Coimmunization with IFN-gamma or IL-2, but not IL-13 or IL-4 cDNA can enhance Th1-type DNA vaccine-induced immune responses in vivo.

As we explore the potential improvements to the current DNA vaccine strategies, it may be desirable to investigate methods to improve the level of resulting immune responses. One strategy is the use of cytokine cDNA as molecular adjuvants for DNA-based vaccines. Codelivery of these molecular adjuvants consisting of expression plasmid encoding for cytokines with DNA vaccine constructs is an effective method to modulate the magnitude and direction (humoral or cellular) of the immune responses.
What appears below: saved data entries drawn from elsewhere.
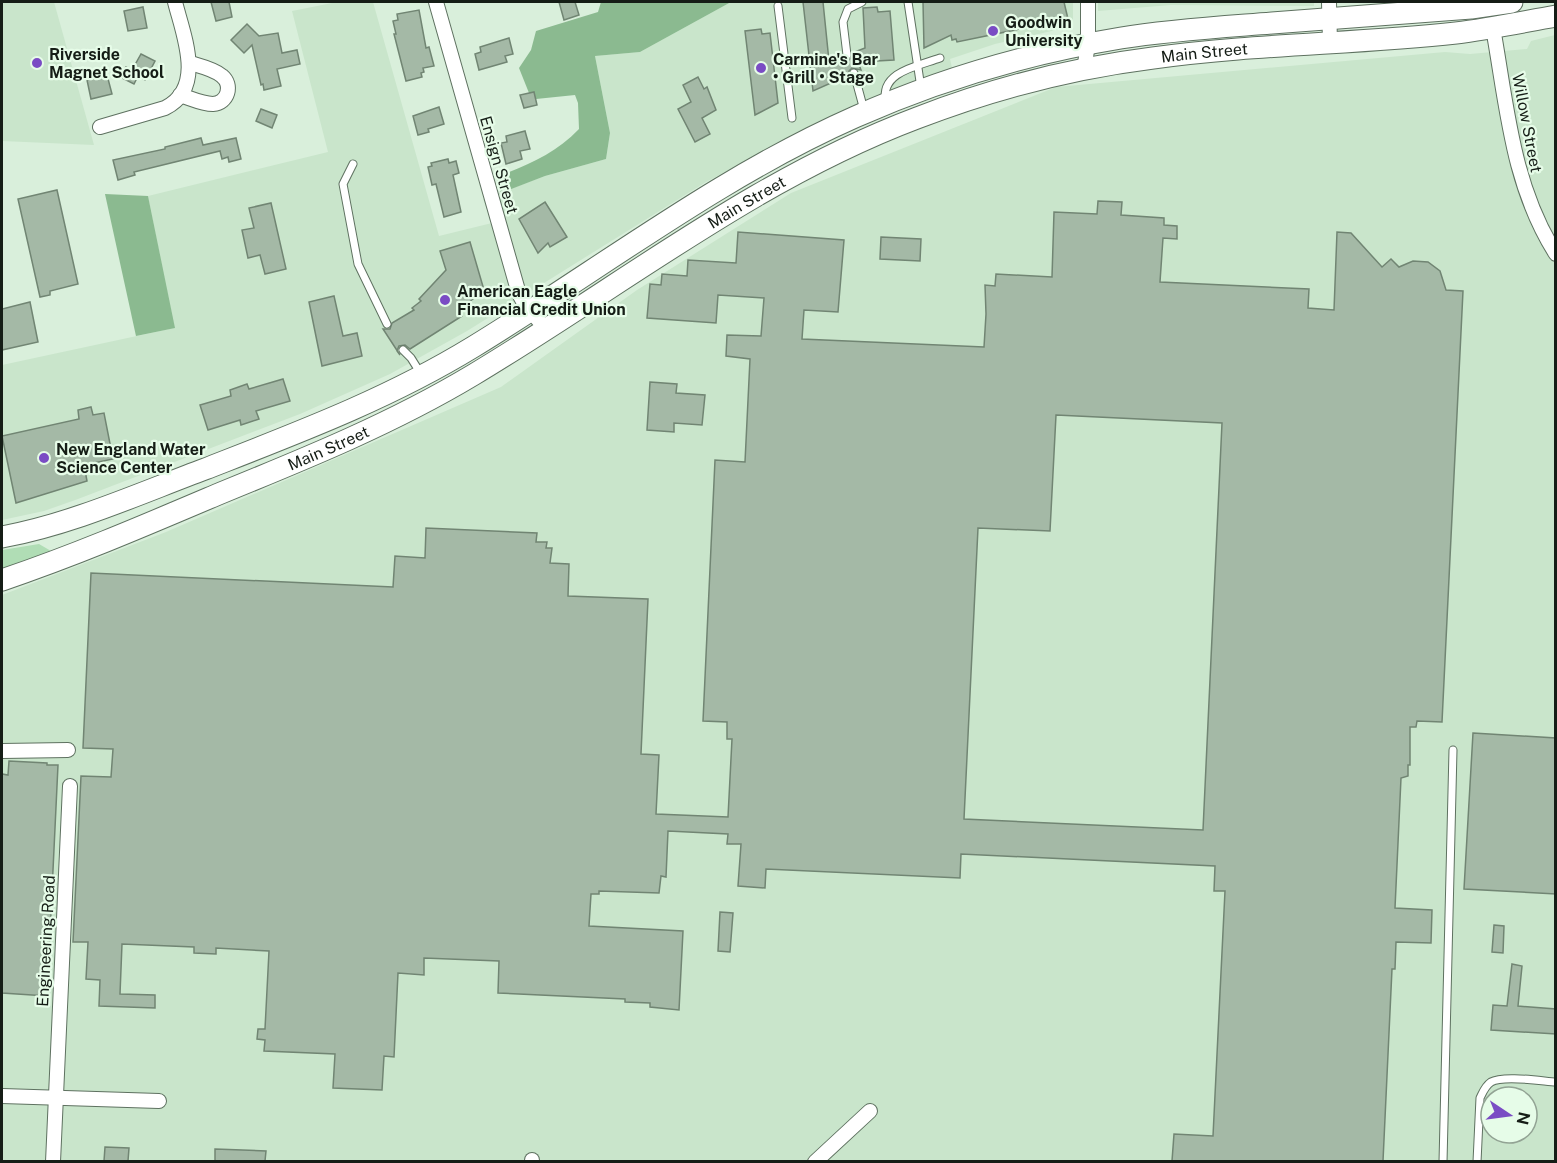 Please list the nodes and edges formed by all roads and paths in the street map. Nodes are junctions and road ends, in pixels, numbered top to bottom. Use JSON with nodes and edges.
{"nodes":[{"id":1,"x":175,"y":2,"type":"edge"},
{"id":2,"x":436,"y":2,"type":"edge"},
{"id":3,"x":862,"y":2,"type":"edge"},
{"id":4,"x":908,"y":2,"type":"edge"},
{"id":5,"x":1088,"y":2,"type":"edge"},
{"id":6,"x":1512,"y":2,"type":"edge"},
{"id":7,"x":778,"y":6,"type":"dead end"},
{"id":8,"x":1329,"y":10,"type":"edge"},
{"id":9,"x":1556,"y":16,"type":"edge"},
{"id":10,"x":1493,"y":28,"type":"junction"},
{"id":11,"x":1330,"y":43,"type":"junction"},
{"id":12,"x":1088,"y":44,"type":"junction"},
{"id":13,"x":848,"y":55,"type":"dead end"},
{"id":14,"x":939,"y":58,"type":"dead end"},
{"id":15,"x":190,"y":63,"type":"junction"},
{"id":16,"x":917,"y":66,"type":"junction"},
{"id":17,"x":1084,"y":70,"type":"junction"},
{"id":18,"x":854,"y":74,"type":"dead end"},
{"id":19,"x":921,"y":89,"type":"junction"},
{"id":20,"x":180,"y":95,"type":"junction"},
{"id":21,"x":886,"y":104,"type":"junction"},
{"id":22,"x":865,"y":112,"type":"junction"},
{"id":23,"x":792,"y":118,"type":"dead end"},
{"id":24,"x":100,"y":127,"type":"dead end"},
{"id":25,"x":353,"y":164,"type":"dead end"},
{"id":26,"x":1556,"y":254,"type":"edge"},
{"id":27,"x":530,"y":311,"type":"junction"},
{"id":28,"x":387,"y":324,"type":"dead end"},
{"id":29,"x":546,"y":329,"type":"junction"},
{"id":30,"x":403,"y":350,"type":"dead end"},
{"id":31,"x":422,"y":376,"type":"junction"},
{"id":32,"x":385,"y":396,"type":"junction"},
{"id":33,"x":396,"y":417,"type":"junction"},
{"id":34,"x":64,"y":521,"type":"junction"},
{"id":35,"x":2,"y":537,"type":"edge"},
{"id":36,"x":74,"y":554,"type":"junction"},
{"id":37,"x":2,"y":580,"type":"edge"},
{"id":38,"x":68,"y":750,"type":"dead end"},
{"id":39,"x":1452,"y":750,"type":"dead end"},
{"id":40,"x":2,"y":751,"type":"edge"},
{"id":41,"x":70,"y":786,"type":"dead end"},
{"id":42,"x":1556,"y":1082,"type":"edge"},
{"id":43,"x":2,"y":1096,"type":"edge"},
{"id":44,"x":56,"y":1097,"type":"junction"},
{"id":45,"x":159,"y":1101,"type":"dead end"},
{"id":46,"x":870,"y":1111,"type":"dead end"},
{"id":47,"x":53,"y":1161,"type":"edge"},
{"id":48,"x":815,"y":1161,"type":"edge"},
{"id":49,"x":1443,"y":1161,"type":"edge"},
{"id":50,"x":1478,"y":1161,"type":"edge"}],
"edges":[{"from":1,"to":15,"type":"street"},
{"from":2,"to":27,"type":"street","name":"Ensign Street"},
{"from":3,"to":13,"type":"lane"},
{"from":4,"to":16,"type":"lane"},
{"from":5,"to":12,"type":"street"},
{"from":6,"to":8,"type":"main road","name":"Main Street"},
{"from":7,"to":23,"type":"lane"},
{"from":8,"to":11,"type":"street"},
{"from":8,"to":12,"type":"main road","name":"Main Street"},
{"from":9,"to":10,"type":"main road","name":"Main Street"},
{"from":10,"to":11,"type":"main road","name":"Main Street"},
{"from":10,"to":26,"type":"street","name":"Willow Street"},
{"from":11,"to":17,"type":"main road","name":"Main Street"},
{"from":12,"to":17,"type":"street"},
{"from":12,"to":19,"type":"main road","name":"Main Street"},
{"from":14,"to":16,"type":"lane"},
{"from":15,"to":20,"type":"street"},
{"from":15,"to":20,"type":"street"},
{"from":16,"to":19,"type":"lane"},
{"from":16,"to":21,"type":"lane"},
{"from":17,"to":29,"type":"main road","name":"Main Street"},
{"from":18,"to":22,"type":"lane"},
{"from":19,"to":21,"type":"main road","name":"Main Street"},
{"from":20,"to":24,"type":"street"},
{"from":21,"to":22,"type":"main road","name":"Main Street"},
{"from":22,"to":27,"type":"main road","name":"Main Street"},
{"from":25,"to":28,"type":"lane"},
{"from":27,"to":29,"type":"street","name":"Ensign Street"},
{"from":27,"to":31,"type":"main road","name":"Main Street"},
{"from":29,"to":33,"type":"main road","name":"Main Street"},
{"from":30,"to":31,"type":"lane"},
{"from":31,"to":32,"type":"main road","name":"Main Street"},
{"from":32,"to":33,"type":"main road"},
{"from":32,"to":34,"type":"main road","name":"Main Street"},
{"from":33,"to":36,"type":"main road","name":"Main Street"},
{"from":34,"to":35,"type":"main road","name":"Main Street"},
{"from":34,"to":36,"type":"main road"},
{"from":36,"to":37,"type":"main road","name":"Main Street"},
{"from":38,"to":40,"type":"street"},
{"from":39,"to":49,"type":"lane"},
{"from":41,"to":44,"type":"street","name":"Engineering Road"},
{"from":42,"to":50,"type":"lane"},
{"from":43,"to":44,"type":"street"},
{"from":44,"to":45,"type":"street"},
{"from":44,"to":47,"type":"street","name":"Engineering Road"},
{"from":46,"to":48,"type":"street"}]}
We have previously reported on the immunomodulatory effects of codelivering cDNA for interleukin-2 (IL-2) and IL-4 as molecular adjuvants for DNA-based vaccines. In this report, we extend these finding and compare the immunomodulatory effects of IL-2 and IL-4 with those of cDNA for prototypical Th1-type cytokine interferon- c (IFN-c ) and Th2-type cytokine IL-13. We observed that distinct antigen-specific immune modulation can be achieved by the coinjection of IFN- c or IL-13 genes with DNA immunogen cassettes. We observed that IFN- c is a strong driver of Th1 immune responses. Furthermore, in contrast to previous reports on their similarities in biologic activities, IL-13 and IL-4 cDNA coimmunizations modulated vaccine-induced immune responses differently in this model. Overall, these results further support the potential utility of this strategy as an important tool for the development of vaccines and immune therapies.